#### Task
Your answer must be an exact copy of the data below.

#### Data for this task
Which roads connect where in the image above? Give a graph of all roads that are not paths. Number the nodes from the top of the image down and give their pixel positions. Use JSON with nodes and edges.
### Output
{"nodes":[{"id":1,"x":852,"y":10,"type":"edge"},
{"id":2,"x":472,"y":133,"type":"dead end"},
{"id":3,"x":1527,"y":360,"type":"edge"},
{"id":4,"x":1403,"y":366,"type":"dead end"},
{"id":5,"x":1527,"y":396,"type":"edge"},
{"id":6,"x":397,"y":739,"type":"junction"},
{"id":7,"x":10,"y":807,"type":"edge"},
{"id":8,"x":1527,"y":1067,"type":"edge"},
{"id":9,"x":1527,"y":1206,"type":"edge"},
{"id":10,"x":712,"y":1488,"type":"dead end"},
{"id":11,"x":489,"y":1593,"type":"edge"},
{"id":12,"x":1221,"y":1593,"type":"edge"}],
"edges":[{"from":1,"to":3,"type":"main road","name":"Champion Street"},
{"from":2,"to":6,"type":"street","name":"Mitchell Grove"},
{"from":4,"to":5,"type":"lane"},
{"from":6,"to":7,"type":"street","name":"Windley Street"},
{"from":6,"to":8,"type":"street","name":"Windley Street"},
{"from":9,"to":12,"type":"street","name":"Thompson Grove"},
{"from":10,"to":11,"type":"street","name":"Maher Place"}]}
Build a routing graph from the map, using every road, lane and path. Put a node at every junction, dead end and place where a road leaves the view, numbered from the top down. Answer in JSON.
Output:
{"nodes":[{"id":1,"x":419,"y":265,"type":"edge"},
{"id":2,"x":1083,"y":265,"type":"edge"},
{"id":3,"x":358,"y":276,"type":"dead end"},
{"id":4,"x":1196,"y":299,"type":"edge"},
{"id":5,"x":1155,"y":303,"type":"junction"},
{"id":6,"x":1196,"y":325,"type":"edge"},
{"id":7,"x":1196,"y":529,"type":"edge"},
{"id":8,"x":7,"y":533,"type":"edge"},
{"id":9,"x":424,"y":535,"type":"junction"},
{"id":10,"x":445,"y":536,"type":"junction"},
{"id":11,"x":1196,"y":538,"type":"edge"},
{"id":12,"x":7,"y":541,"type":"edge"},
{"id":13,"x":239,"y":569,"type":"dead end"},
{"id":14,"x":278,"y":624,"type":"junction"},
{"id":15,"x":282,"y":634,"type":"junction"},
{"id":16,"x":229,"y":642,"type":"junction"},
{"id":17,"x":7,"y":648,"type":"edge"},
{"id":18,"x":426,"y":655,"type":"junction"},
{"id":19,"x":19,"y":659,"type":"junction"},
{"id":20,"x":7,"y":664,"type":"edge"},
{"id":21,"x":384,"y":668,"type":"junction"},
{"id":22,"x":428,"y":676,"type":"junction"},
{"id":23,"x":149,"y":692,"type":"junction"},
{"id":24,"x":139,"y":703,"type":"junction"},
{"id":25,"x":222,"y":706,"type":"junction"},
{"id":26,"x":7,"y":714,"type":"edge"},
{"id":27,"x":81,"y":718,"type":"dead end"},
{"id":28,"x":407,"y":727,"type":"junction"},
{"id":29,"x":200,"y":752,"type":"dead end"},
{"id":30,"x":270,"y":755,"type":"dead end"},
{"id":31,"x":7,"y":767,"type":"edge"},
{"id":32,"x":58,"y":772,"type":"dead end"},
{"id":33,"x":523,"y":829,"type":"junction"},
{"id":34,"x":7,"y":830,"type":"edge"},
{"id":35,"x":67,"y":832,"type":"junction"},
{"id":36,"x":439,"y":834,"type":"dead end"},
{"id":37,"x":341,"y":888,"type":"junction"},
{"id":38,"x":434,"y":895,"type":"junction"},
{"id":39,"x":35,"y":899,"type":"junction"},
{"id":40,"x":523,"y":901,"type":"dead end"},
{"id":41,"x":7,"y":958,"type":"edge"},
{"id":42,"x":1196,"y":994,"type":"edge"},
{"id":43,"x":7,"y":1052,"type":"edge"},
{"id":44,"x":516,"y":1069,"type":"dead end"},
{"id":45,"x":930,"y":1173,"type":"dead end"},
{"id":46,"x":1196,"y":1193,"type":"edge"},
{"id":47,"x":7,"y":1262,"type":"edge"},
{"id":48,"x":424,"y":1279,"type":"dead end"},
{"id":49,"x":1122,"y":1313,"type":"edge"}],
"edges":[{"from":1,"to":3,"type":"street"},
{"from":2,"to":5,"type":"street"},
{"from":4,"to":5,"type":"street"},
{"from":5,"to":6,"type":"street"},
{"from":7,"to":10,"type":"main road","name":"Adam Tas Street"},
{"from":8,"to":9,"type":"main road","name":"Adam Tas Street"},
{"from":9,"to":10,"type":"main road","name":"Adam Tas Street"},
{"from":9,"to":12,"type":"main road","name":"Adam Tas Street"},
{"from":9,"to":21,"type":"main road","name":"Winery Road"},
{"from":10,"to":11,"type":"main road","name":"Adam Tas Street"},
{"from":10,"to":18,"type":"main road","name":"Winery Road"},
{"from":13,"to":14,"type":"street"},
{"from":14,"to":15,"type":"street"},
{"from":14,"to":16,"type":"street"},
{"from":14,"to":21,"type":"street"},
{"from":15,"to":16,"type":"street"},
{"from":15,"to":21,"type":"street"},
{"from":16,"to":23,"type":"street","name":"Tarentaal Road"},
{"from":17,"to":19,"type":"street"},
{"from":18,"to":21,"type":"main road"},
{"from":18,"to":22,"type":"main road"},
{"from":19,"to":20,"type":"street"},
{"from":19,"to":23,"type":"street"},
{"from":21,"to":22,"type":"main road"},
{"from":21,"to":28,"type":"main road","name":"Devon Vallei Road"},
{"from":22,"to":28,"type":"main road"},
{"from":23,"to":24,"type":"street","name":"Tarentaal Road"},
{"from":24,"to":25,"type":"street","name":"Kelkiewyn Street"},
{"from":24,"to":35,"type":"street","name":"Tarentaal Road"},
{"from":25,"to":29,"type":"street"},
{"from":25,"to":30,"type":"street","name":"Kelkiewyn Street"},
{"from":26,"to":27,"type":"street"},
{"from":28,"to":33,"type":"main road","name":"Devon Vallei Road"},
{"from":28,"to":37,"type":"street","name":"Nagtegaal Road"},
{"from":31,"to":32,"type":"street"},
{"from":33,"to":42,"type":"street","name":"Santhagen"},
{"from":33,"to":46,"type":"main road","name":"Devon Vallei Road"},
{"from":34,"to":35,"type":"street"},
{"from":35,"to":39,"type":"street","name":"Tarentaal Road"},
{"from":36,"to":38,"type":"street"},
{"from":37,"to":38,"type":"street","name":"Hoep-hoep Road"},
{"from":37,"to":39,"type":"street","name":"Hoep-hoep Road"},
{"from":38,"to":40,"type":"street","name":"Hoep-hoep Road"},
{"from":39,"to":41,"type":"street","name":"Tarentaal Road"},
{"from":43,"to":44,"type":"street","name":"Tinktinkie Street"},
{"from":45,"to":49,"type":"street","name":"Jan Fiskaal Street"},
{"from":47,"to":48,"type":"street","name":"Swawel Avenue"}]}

#### Response to the task
Which roads connect where in the image above? Give a graph of all roads that are not paths. Number the nodes from the top of the image down and give their pixel positions. Use JSON with nodes and edges.
### Output
{"nodes":[{"id":1,"x":852,"y":10,"type":"edge"},
{"id":2,"x":472,"y":133,"type":"dead end"},
{"id":3,"x":1527,"y":360,"type":"edge"},
{"id":4,"x":1403,"y":366,"type":"dead end"},
{"id":5,"x":1527,"y":396,"type":"edge"},
{"id":6,"x":397,"y":739,"type":"junction"},
{"id":7,"x":10,"y":807,"type":"edge"},
{"id":8,"x":1527,"y":1067,"type":"edge"},
{"id":9,"x":1527,"y":1206,"type":"edge"},
{"id":10,"x":712,"y":1488,"type":"dead end"},
{"id":11,"x":489,"y":1593,"type":"edge"},
{"id":12,"x":1221,"y":1593,"type":"edge"}],
"edges":[{"from":1,"to":3,"type":"main road","name":"Champion Street"},
{"from":2,"to":6,"type":"street","name":"Mitchell Grove"},
{"from":4,"to":5,"type":"lane"},
{"from":6,"to":7,"type":"street","name":"Windley Street"},
{"from":6,"to":8,"type":"street","name":"Windley Street"},
{"from":9,"to":12,"type":"street","name":"Thompson Grove"},
{"from":10,"to":11,"type":"street","name":"Maher Place"}]}
Build a routing graph from the map, using every road, lane and path. Put a node at every junction, dead end and place where a road leaves the view, numbered from the top down. Answer in JSON.
Output:
{"nodes":[{"id":1,"x":419,"y":265,"type":"edge"},
{"id":2,"x":1083,"y":265,"type":"edge"},
{"id":3,"x":358,"y":276,"type":"dead end"},
{"id":4,"x":1196,"y":299,"type":"edge"},
{"id":5,"x":1155,"y":303,"type":"junction"},
{"id":6,"x":1196,"y":325,"type":"edge"},
{"id":7,"x":1196,"y":529,"type":"edge"},
{"id":8,"x":7,"y":533,"type":"edge"},
{"id":9,"x":424,"y":535,"type":"junction"},
{"id":10,"x":445,"y":536,"type":"junction"},
{"id":11,"x":1196,"y":538,"type":"edge"},
{"id":12,"x":7,"y":541,"type":"edge"},
{"id":13,"x":239,"y":569,"type":"dead end"},
{"id":14,"x":278,"y":624,"type":"junction"},
{"id":15,"x":282,"y":634,"type":"junction"},
{"id":16,"x":229,"y":642,"type":"junction"},
{"id":17,"x":7,"y":648,"type":"edge"},
{"id":18,"x":426,"y":655,"type":"junction"},
{"id":19,"x":19,"y":659,"type":"junction"},
{"id":20,"x":7,"y":664,"type":"edge"},
{"id":21,"x":384,"y":668,"type":"junction"},
{"id":22,"x":428,"y":676,"type":"junction"},
{"id":23,"x":149,"y":692,"type":"junction"},
{"id":24,"x":139,"y":703,"type":"junction"},
{"id":25,"x":222,"y":706,"type":"junction"},
{"id":26,"x":7,"y":714,"type":"edge"},
{"id":27,"x":81,"y":718,"type":"dead end"},
{"id":28,"x":407,"y":727,"type":"junction"},
{"id":29,"x":200,"y":752,"type":"dead end"},
{"id":30,"x":270,"y":755,"type":"dead end"},
{"id":31,"x":7,"y":767,"type":"edge"},
{"id":32,"x":58,"y":772,"type":"dead end"},
{"id":33,"x":523,"y":829,"type":"junction"},
{"id":34,"x":7,"y":830,"type":"edge"},
{"id":35,"x":67,"y":832,"type":"junction"},
{"id":36,"x":439,"y":834,"type":"dead end"},
{"id":37,"x":341,"y":888,"type":"junction"},
{"id":38,"x":434,"y":895,"type":"junction"},
{"id":39,"x":35,"y":899,"type":"junction"},
{"id":40,"x":523,"y":901,"type":"dead end"},
{"id":41,"x":7,"y":958,"type":"edge"},
{"id":42,"x":1196,"y":994,"type":"edge"},
{"id":43,"x":7,"y":1052,"type":"edge"},
{"id":44,"x":516,"y":1069,"type":"dead end"},
{"id":45,"x":930,"y":1173,"type":"dead end"},
{"id":46,"x":1196,"y":1193,"type":"edge"},
{"id":47,"x":7,"y":1262,"type":"edge"},
{"id":48,"x":424,"y":1279,"type":"dead end"},
{"id":49,"x":1122,"y":1313,"type":"edge"}],
"edges":[{"from":1,"to":3,"type":"street"},
{"from":2,"to":5,"type":"street"},
{"from":4,"to":5,"type":"street"},
{"from":5,"to":6,"type":"street"},
{"from":7,"to":10,"type":"main road","name":"Adam Tas Street"},
{"from":8,"to":9,"type":"main road","name":"Adam Tas Street"},
{"from":9,"to":10,"type":"main road","name":"Adam Tas Street"},
{"from":9,"to":12,"type":"main road","name":"Adam Tas Street"},
{"from":9,"to":21,"type":"main road","name":"Winery Road"},
{"from":10,"to":11,"type":"main road","name":"Adam Tas Street"},
{"from":10,"to":18,"type":"main road","name":"Winery Road"},
{"from":13,"to":14,"type":"street"},
{"from":14,"to":15,"type":"street"},
{"from":14,"to":16,"type":"street"},
{"from":14,"to":21,"type":"street"},
{"from":15,"to":16,"type":"street"},
{"from":15,"to":21,"type":"street"},
{"from":16,"to":23,"type":"street","name":"Tarentaal Road"},
{"from":17,"to":19,"type":"street"},
{"from":18,"to":21,"type":"main road"},
{"from":18,"to":22,"type":"main road"},
{"from":19,"to":20,"type":"street"},
{"from":19,"to":23,"type":"street"},
{"from":21,"to":22,"type":"main road"},
{"from":21,"to":28,"type":"main road","name":"Devon Vallei Road"},
{"from":22,"to":28,"type":"main road"},
{"from":23,"to":24,"type":"street","name":"Tarentaal Road"},
{"from":24,"to":25,"type":"street","name":"Kelkiewyn Street"},
{"from":24,"to":35,"type":"street","name":"Tarentaal Road"},
{"from":25,"to":29,"type":"street"},
{"from":25,"to":30,"type":"street","name":"Kelkiewyn Street"},
{"from":26,"to":27,"type":"street"},
{"from":28,"to":33,"type":"main road","name":"Devon Vallei Road"},
{"from":28,"to":37,"type":"street","name":"Nagtegaal Road"},
{"from":31,"to":32,"type":"street"},
{"from":33,"to":42,"type":"street","name":"Santhagen"},
{"from":33,"to":46,"type":"main road","name":"Devon Vallei Road"},
{"from":34,"to":35,"type":"street"},
{"from":35,"to":39,"type":"street","name":"Tarentaal Road"},
{"from":36,"to":38,"type":"street"},
{"from":37,"to":38,"type":"street","name":"Hoep-hoep Road"},
{"from":37,"to":39,"type":"street","name":"Hoep-hoep Road"},
{"from":38,"to":40,"type":"street","name":"Hoep-hoep Road"},
{"from":39,"to":41,"type":"street","name":"Tarentaal Road"},
{"from":43,"to":44,"type":"street","name":"Tinktinkie Street"},
{"from":45,"to":49,"type":"street","name":"Jan Fiskaal Street"},
{"from":47,"to":48,"type":"street","name":"Swawel Avenue"}]}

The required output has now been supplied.